#### [TASK DESCRIPTION]
Pictures are not part of the copy; reproduce the remaining data exactly.

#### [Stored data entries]
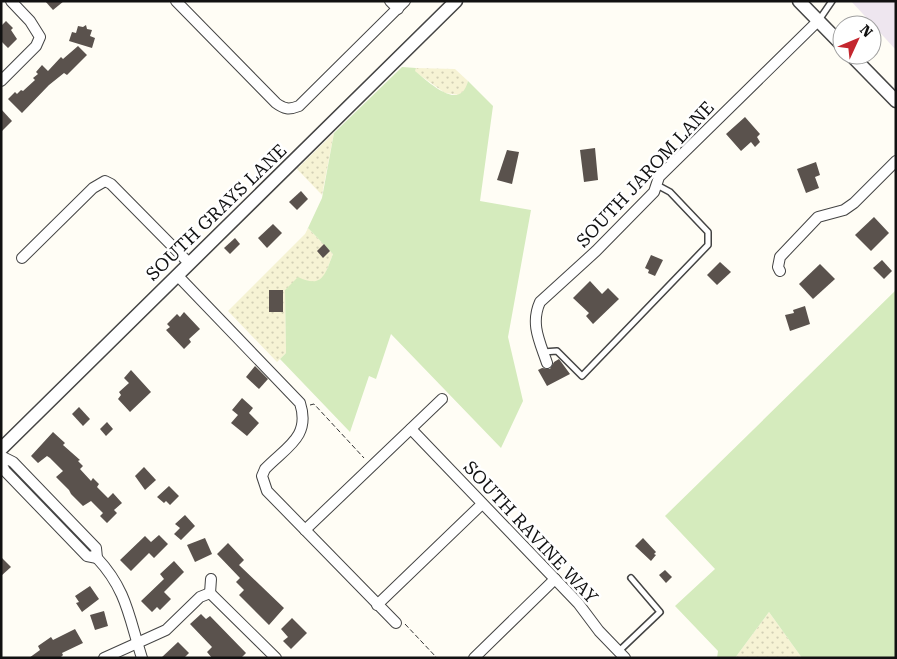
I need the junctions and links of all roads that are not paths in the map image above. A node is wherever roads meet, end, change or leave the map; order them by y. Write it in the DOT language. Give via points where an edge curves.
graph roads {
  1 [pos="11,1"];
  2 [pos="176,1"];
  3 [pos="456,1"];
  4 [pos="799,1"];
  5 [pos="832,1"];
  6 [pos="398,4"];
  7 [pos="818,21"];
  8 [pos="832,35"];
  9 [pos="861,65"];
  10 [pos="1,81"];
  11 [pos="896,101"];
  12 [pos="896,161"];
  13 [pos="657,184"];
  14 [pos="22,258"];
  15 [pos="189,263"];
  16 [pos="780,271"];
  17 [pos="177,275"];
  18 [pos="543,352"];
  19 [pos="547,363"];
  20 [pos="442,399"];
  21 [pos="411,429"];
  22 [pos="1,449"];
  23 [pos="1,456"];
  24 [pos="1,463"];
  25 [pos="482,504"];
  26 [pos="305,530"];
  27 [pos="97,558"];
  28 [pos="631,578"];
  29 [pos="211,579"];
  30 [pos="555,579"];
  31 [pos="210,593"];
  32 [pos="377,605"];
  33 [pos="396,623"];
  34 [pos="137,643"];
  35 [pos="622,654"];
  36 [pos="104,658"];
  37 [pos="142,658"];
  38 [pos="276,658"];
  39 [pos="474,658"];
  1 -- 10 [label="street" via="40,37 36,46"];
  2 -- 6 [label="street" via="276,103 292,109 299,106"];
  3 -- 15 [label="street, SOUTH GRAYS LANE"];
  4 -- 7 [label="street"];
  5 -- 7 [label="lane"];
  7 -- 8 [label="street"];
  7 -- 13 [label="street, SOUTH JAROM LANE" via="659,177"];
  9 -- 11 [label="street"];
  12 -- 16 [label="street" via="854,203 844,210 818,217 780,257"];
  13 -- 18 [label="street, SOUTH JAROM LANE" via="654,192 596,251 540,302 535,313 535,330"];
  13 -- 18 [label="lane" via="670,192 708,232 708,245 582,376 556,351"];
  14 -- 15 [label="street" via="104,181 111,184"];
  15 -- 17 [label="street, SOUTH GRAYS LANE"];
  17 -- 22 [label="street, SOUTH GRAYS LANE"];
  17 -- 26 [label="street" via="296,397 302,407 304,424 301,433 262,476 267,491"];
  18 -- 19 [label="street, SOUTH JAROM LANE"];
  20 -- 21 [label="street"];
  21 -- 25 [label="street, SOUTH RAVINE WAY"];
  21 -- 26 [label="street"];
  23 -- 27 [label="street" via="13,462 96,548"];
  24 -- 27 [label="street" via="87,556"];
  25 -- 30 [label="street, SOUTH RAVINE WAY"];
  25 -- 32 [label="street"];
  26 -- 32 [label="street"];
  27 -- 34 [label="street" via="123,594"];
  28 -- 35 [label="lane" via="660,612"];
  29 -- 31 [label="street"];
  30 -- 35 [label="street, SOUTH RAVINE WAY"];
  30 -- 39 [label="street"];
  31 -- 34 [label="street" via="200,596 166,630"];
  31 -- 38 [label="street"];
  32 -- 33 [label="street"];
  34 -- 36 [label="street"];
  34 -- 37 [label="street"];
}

#### [SOLUTION FOR THIS TASK]
I need the junctions and links of all roads that are not paths in the map image above. A node is wherever roads meet, end, change or leave the map; order them by y. Write it in the DOT language. Give via points where an edge curves.
graph roads {
  1 [pos="11,1"];
  2 [pos="176,1"];
  3 [pos="456,1"];
  4 [pos="799,1"];
  5 [pos="832,1"];
  6 [pos="398,4"];
  7 [pos="818,21"];
  8 [pos="832,35"];
  9 [pos="861,65"];
  10 [pos="1,81"];
  11 [pos="896,101"];
  12 [pos="896,161"];
  13 [pos="657,184"];
  14 [pos="22,258"];
  15 [pos="189,263"];
  16 [pos="780,271"];
  17 [pos="177,275"];
  18 [pos="543,352"];
  19 [pos="547,363"];
  20 [pos="442,399"];
  21 [pos="411,429"];
  22 [pos="1,449"];
  23 [pos="1,456"];
  24 [pos="1,463"];
  25 [pos="482,504"];
  26 [pos="305,530"];
  27 [pos="97,558"];
  28 [pos="631,578"];
  29 [pos="211,579"];
  30 [pos="555,579"];
  31 [pos="210,593"];
  32 [pos="377,605"];
  33 [pos="396,623"];
  34 [pos="137,643"];
  35 [pos="622,654"];
  36 [pos="104,658"];
  37 [pos="142,658"];
  38 [pos="276,658"];
  39 [pos="474,658"];
  1 -- 10 [label="street" via="40,37 36,46"];
  2 -- 6 [label="street" via="276,103 292,109 299,106"];
  3 -- 15 [label="street, SOUTH GRAYS LANE"];
  4 -- 7 [label="street"];
  5 -- 7 [label="lane"];
  7 -- 8 [label="street"];
  7 -- 13 [label="street, SOUTH JAROM LANE" via="659,177"];
  9 -- 11 [label="street"];
  12 -- 16 [label="street" via="854,203 844,210 818,217 780,257"];
  13 -- 18 [label="street, SOUTH JAROM LANE" via="654,192 596,251 540,302 535,313 535,330"];
  13 -- 18 [label="lane" via="670,192 708,232 708,245 582,376 556,351"];
  14 -- 15 [label="street" via="104,181 111,184"];
  15 -- 17 [label="street, SOUTH GRAYS LANE"];
  17 -- 22 [label="street, SOUTH GRAYS LANE"];
  17 -- 26 [label="street" via="296,397 302,407 304,424 301,433 262,476 267,491"];
  18 -- 19 [label="street, SOUTH JAROM LANE"];
  20 -- 21 [label="street"];
  21 -- 25 [label="street, SOUTH RAVINE WAY"];
  21 -- 26 [label="street"];
  23 -- 27 [label="street" via="13,462 96,548"];
  24 -- 27 [label="street" via="87,556"];
  25 -- 30 [label="street, SOUTH RAVINE WAY"];
  25 -- 32 [label="street"];
  26 -- 32 [label="street"];
  27 -- 34 [label="street" via="123,594"];
  28 -- 35 [label="lane" via="660,612"];
  29 -- 31 [label="street"];
  30 -- 35 [label="street, SOUTH RAVINE WAY"];
  30 -- 39 [label="street"];
  31 -- 34 [label="street" via="200,596 166,630"];
  31 -- 38 [label="street"];
  32 -- 33 [label="street"];
  34 -- 36 [label="street"];
  34 -- 37 [label="street"];
}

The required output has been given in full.